What the exercise asks: Please restate the data exactly, from the first line to the last.

Recorded information:
....................

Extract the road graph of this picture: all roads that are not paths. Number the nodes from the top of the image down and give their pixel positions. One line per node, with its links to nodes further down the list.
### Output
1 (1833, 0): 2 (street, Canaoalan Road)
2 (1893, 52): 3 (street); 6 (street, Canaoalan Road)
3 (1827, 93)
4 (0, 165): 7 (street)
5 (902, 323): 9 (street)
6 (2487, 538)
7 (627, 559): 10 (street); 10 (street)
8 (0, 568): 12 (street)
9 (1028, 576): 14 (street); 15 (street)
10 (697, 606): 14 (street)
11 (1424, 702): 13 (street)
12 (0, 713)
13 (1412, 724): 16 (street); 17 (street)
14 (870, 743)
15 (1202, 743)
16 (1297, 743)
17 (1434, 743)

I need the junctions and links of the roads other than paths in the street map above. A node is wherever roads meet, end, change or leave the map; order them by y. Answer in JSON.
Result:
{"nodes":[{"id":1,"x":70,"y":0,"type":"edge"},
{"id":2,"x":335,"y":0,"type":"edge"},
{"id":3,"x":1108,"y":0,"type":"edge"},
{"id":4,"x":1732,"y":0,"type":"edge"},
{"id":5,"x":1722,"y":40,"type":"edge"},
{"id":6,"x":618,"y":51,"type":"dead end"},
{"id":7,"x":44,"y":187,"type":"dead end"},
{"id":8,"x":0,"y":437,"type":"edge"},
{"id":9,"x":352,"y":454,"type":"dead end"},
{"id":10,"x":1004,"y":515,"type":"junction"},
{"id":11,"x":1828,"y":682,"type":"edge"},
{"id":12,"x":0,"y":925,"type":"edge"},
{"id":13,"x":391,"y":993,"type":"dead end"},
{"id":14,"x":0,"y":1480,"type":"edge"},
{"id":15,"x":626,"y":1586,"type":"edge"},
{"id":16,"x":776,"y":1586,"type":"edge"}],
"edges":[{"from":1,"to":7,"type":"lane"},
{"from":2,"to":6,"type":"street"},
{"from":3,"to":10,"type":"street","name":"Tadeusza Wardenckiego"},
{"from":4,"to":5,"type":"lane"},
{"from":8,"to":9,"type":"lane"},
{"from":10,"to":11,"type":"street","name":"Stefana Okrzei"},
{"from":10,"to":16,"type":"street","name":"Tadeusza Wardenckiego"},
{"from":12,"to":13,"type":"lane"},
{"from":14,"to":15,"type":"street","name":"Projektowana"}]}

....................

Response for this exercise:
Extract the road graph of this picture: all roads that are not paths. Number the nodes from the top of the image down and give their pixel positions. One line per node, with its links to nodes further down the list.
### Output
1 (1833, 0): 2 (street, Canaoalan Road)
2 (1893, 52): 3 (street); 6 (street, Canaoalan Road)
3 (1827, 93)
4 (0, 165): 7 (street)
5 (902, 323): 9 (street)
6 (2487, 538)
7 (627, 559): 10 (street); 10 (street)
8 (0, 568): 12 (street)
9 (1028, 576): 14 (street); 15 (street)
10 (697, 606): 14 (street)
11 (1424, 702): 13 (street)
12 (0, 713)
13 (1412, 724): 16 (street); 17 (street)
14 (870, 743)
15 (1202, 743)
16 (1297, 743)
17 (1434, 743)

I need the junctions and links of the roads other than paths in the street map above. A node is wherever roads meet, end, change or leave the map; order them by y. Answer in JSON.
Result:
{"nodes":[{"id":1,"x":70,"y":0,"type":"edge"},
{"id":2,"x":335,"y":0,"type":"edge"},
{"id":3,"x":1108,"y":0,"type":"edge"},
{"id":4,"x":1732,"y":0,"type":"edge"},
{"id":5,"x":1722,"y":40,"type":"edge"},
{"id":6,"x":618,"y":51,"type":"dead end"},
{"id":7,"x":44,"y":187,"type":"dead end"},
{"id":8,"x":0,"y":437,"type":"edge"},
{"id":9,"x":352,"y":454,"type":"dead end"},
{"id":10,"x":1004,"y":515,"type":"junction"},
{"id":11,"x":1828,"y":682,"type":"edge"},
{"id":12,"x":0,"y":925,"type":"edge"},
{"id":13,"x":391,"y":993,"type":"dead end"},
{"id":14,"x":0,"y":1480,"type":"edge"},
{"id":15,"x":626,"y":1586,"type":"edge"},
{"id":16,"x":776,"y":1586,"type":"edge"}],
"edges":[{"from":1,"to":7,"type":"lane"},
{"from":2,"to":6,"type":"street"},
{"from":3,"to":10,"type":"street","name":"Tadeusza Wardenckiego"},
{"from":4,"to":5,"type":"lane"},
{"from":8,"to":9,"type":"lane"},
{"from":10,"to":11,"type":"street","name":"Stefana Okrzei"},
{"from":10,"to":16,"type":"street","name":"Tadeusza Wardenckiego"},
{"from":12,"to":13,"type":"lane"},
{"from":14,"to":15,"type":"street","name":"Projektowana"}]}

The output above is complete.